**SUPPLIED RECORDS:**
Segment Open

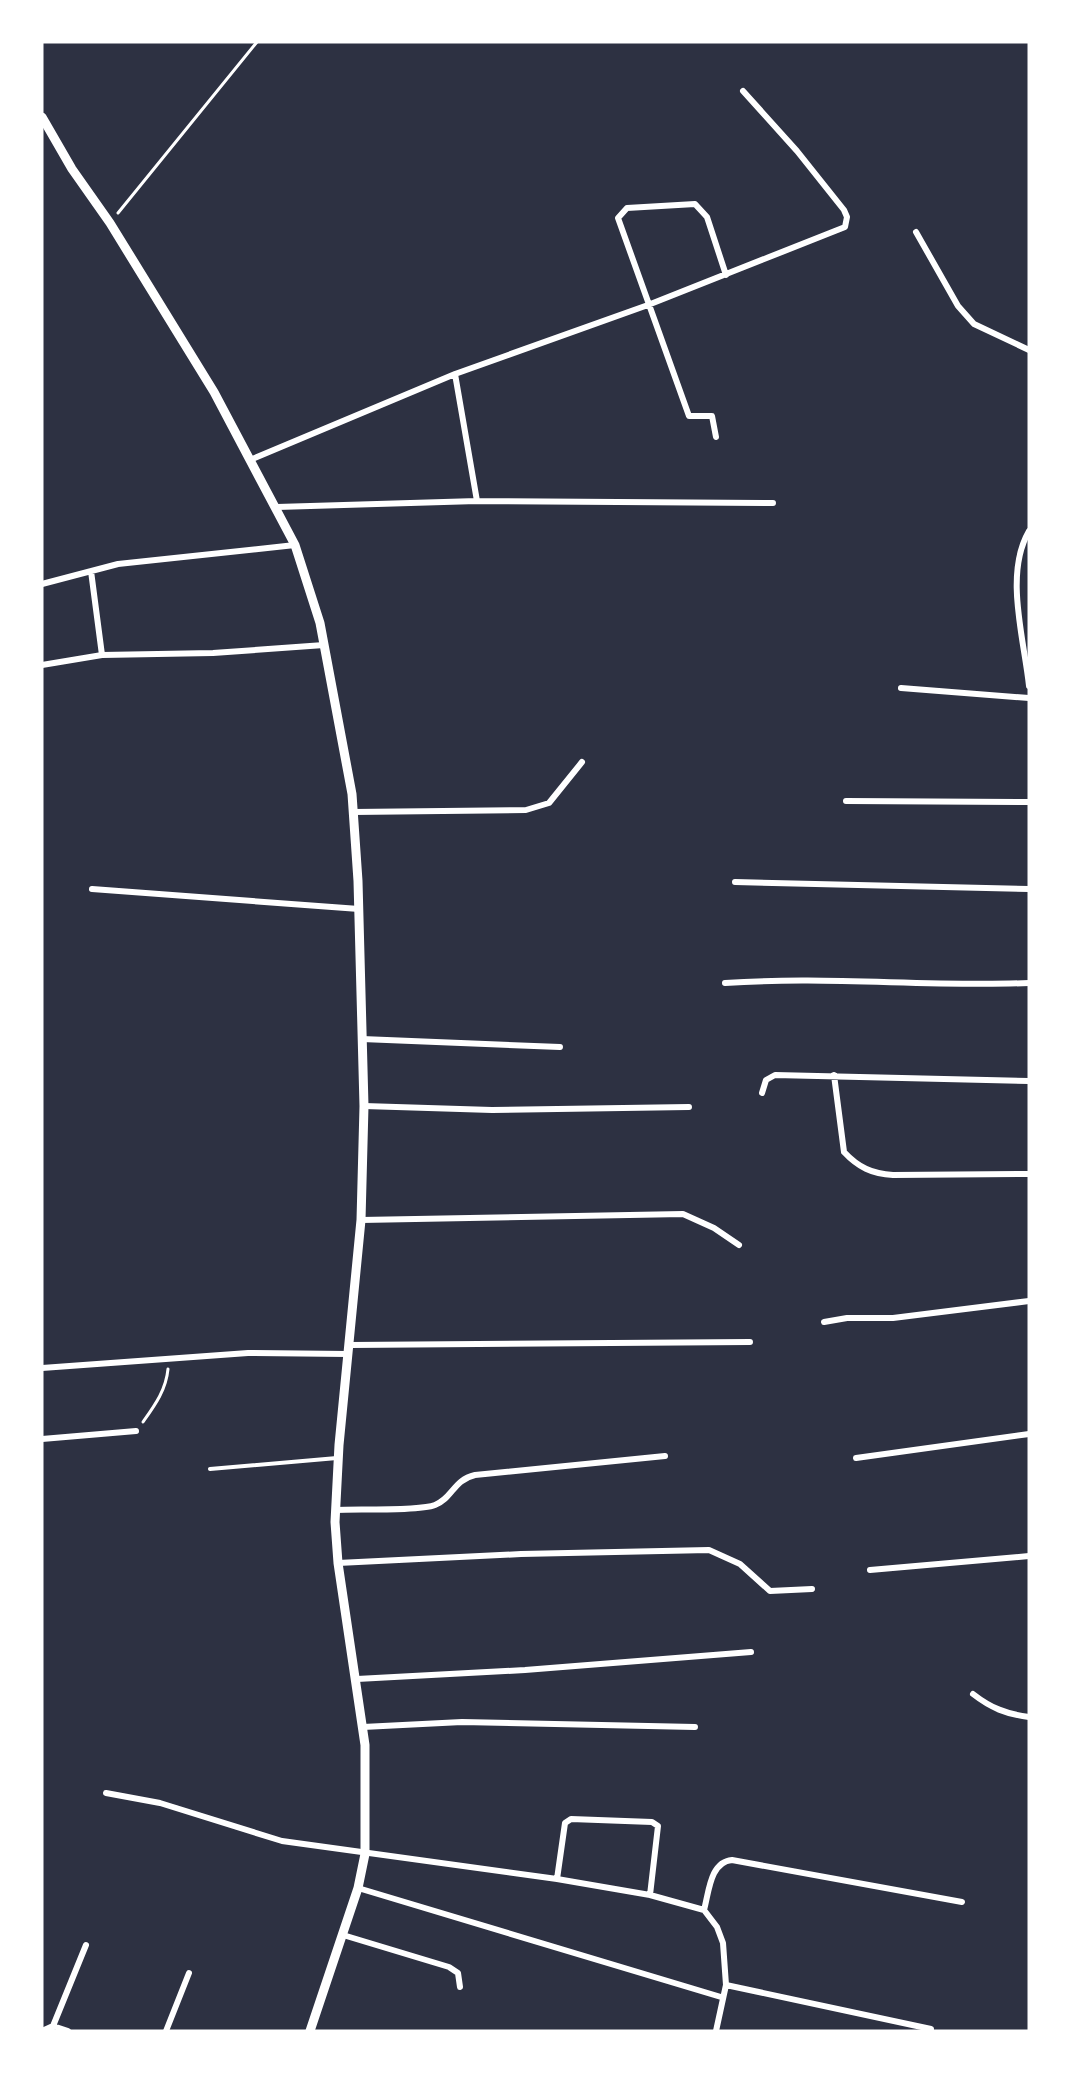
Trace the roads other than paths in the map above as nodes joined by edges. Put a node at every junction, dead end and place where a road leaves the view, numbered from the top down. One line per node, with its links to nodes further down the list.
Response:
1 (743, 91): 4 (street)
2 (42, 117): 9 (street)
3 (916, 232): 6 (street)
4 (726, 275): 5 (street); 5 (street)
5 (648, 304): 7 (street); 8 (street)
6 (1029, 350)
7 (455, 374): 9 (street); 10 (street)
8 (716, 437)
9 (250, 460): 12 (street)
10 (477, 501): 11 (street); 12 (street)
11 (773, 503)
12 (277, 507): 14 (street)
13 (1029, 531): 17 (street)
14 (295, 545): 15 (street); 18 (street)
15 (92, 571): 16 (street); 19 (street)
16 (42, 584)
17 (1026, 637): 21 (street)
18 (324, 645): 19 (street); 27 (street)
19 (102, 655): 20 (street)
20 (42, 665)
21 (1029, 686)
22 (901, 688): 23 (street)
23 (1029, 698)
24 (582, 762): 27 (street)
25 (846, 801): 26 (street)
26 (1029, 802)
27 (353, 812): 31 (street)
28 (735, 882): 30 (street)
29 (92, 889): 31 (street)
30 (1029, 889)
31 (359, 909): 34 (street)
32 (725, 982): 33 (street)
33 (1029, 983)
34 (362, 1039): 35 (street); 39 (street)
35 (560, 1047)
36 (834, 1075): 37 (street); 38 (street); 41 (street)
37 (1029, 1081)
38 (762, 1093)
39 (364, 1106): 40 (street); 42 (street)
40 (689, 1107)
41 (1029, 1174)
42 (361, 1221): 43 (street); 47 (street)
43 (739, 1245)
44 (1029, 1301): 45 (street)
45 (824, 1322)
46 (750, 1342): 47 (street)
47 (349, 1350): 48 (street); 53 (street)
48 (42, 1368)
49 (136, 1431): 51 (street)
50 (1029, 1434): 54 (street)
51 (42, 1439)
52 (665, 1456): 56 (street)
53 (338, 1458): 55 (lane); 56 (street)
54 (856, 1458)
55 (210, 1469)
56 (336, 1509): 58 (street)
57 (1029, 1556): 59 (street)
58 (338, 1563): 60 (street); 62 (street)
59 (870, 1570)
60 (812, 1589)
61 (751, 1652): 62 (street)
62 (357, 1679): 65 (street)
63 (973, 1694): 64 (street)
64 (1029, 1717)
65 (363, 1727): 66 (street); 68 (street)
66 (695, 1728)
67 (106, 1793): 68 (street)
68 (365, 1854): 69 (street); 70 (street)
69 (558, 1879): 71 (street); 71 (street)
70 (358, 1888): 74 (street); 79 (street)
71 (650, 1895): 73 (street)
72 (962, 1902): 73 (street)
73 (704, 1910): 77 (street)
74 (343, 1935): 78 (street); 85 (street)
75 (86, 1945): 80 (street)
76 (189, 1973): 84 (street)
77 (726, 1985): 79 (street); 81 (street)
78 (459, 1987)
79 (721, 1997): 86 (street)
80 (52, 2029): 82 (street); 83 (street)
81 (931, 2029)
82 (42, 2031)
83 (68, 2031)
84 (166, 2031)
85 (310, 2031)
86 (716, 2031)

Segment Closed

**BRIEF:** Although the records contain pictures, the copy should consist of their text alone, reproduced exactly.

**YOUR SOLUTION:**
Trace the roads other than paths in the map above as nodes joined by edges. Put a node at every junction, dead end and place where a road leaves the view, numbered from the top down. One line per node, with its links to nodes further down the list.
Response:
1 (743, 91): 4 (street)
2 (42, 117): 9 (street)
3 (916, 232): 6 (street)
4 (726, 275): 5 (street); 5 (street)
5 (648, 304): 7 (street); 8 (street)
6 (1029, 350)
7 (455, 374): 9 (street); 10 (street)
8 (716, 437)
9 (250, 460): 12 (street)
10 (477, 501): 11 (street); 12 (street)
11 (773, 503)
12 (277, 507): 14 (street)
13 (1029, 531): 17 (street)
14 (295, 545): 15 (street); 18 (street)
15 (92, 571): 16 (street); 19 (street)
16 (42, 584)
17 (1026, 637): 21 (street)
18 (324, 645): 19 (street); 27 (street)
19 (102, 655): 20 (street)
20 (42, 665)
21 (1029, 686)
22 (901, 688): 23 (street)
23 (1029, 698)
24 (582, 762): 27 (street)
25 (846, 801): 26 (street)
26 (1029, 802)
27 (353, 812): 31 (street)
28 (735, 882): 30 (street)
29 (92, 889): 31 (street)
30 (1029, 889)
31 (359, 909): 34 (street)
32 (725, 982): 33 (street)
33 (1029, 983)
34 (362, 1039): 35 (street); 39 (street)
35 (560, 1047)
36 (834, 1075): 37 (street); 38 (street); 41 (street)
37 (1029, 1081)
38 (762, 1093)
39 (364, 1106): 40 (street); 42 (street)
40 (689, 1107)
41 (1029, 1174)
42 (361, 1221): 43 (street); 47 (street)
43 (739, 1245)
44 (1029, 1301): 45 (street)
45 (824, 1322)
46 (750, 1342): 47 (street)
47 (349, 1350): 48 (street); 53 (street)
48 (42, 1368)
49 (136, 1431): 51 (street)
50 (1029, 1434): 54 (street)
51 (42, 1439)
52 (665, 1456): 56 (street)
53 (338, 1458): 55 (lane); 56 (street)
54 (856, 1458)
55 (210, 1469)
56 (336, 1509): 58 (street)
57 (1029, 1556): 59 (street)
58 (338, 1563): 60 (street); 62 (street)
59 (870, 1570)
60 (812, 1589)
61 (751, 1652): 62 (street)
62 (357, 1679): 65 (street)
63 (973, 1694): 64 (street)
64 (1029, 1717)
65 (363, 1727): 66 (street); 68 (street)
66 (695, 1728)
67 (106, 1793): 68 (street)
68 (365, 1854): 69 (street); 70 (street)
69 (558, 1879): 71 (street); 71 (street)
70 (358, 1888): 74 (street); 79 (street)
71 (650, 1895): 73 (street)
72 (962, 1902): 73 (street)
73 (704, 1910): 77 (street)
74 (343, 1935): 78 (street); 85 (street)
75 (86, 1945): 80 (street)
76 (189, 1973): 84 (street)
77 (726, 1985): 79 (street); 81 (street)
78 (459, 1987)
79 (721, 1997): 86 (street)
80 (52, 2029): 82 (street); 83 (street)
81 (931, 2029)
82 (42, 2031)
83 (68, 2031)
84 (166, 2031)
85 (310, 2031)
86 (716, 2031)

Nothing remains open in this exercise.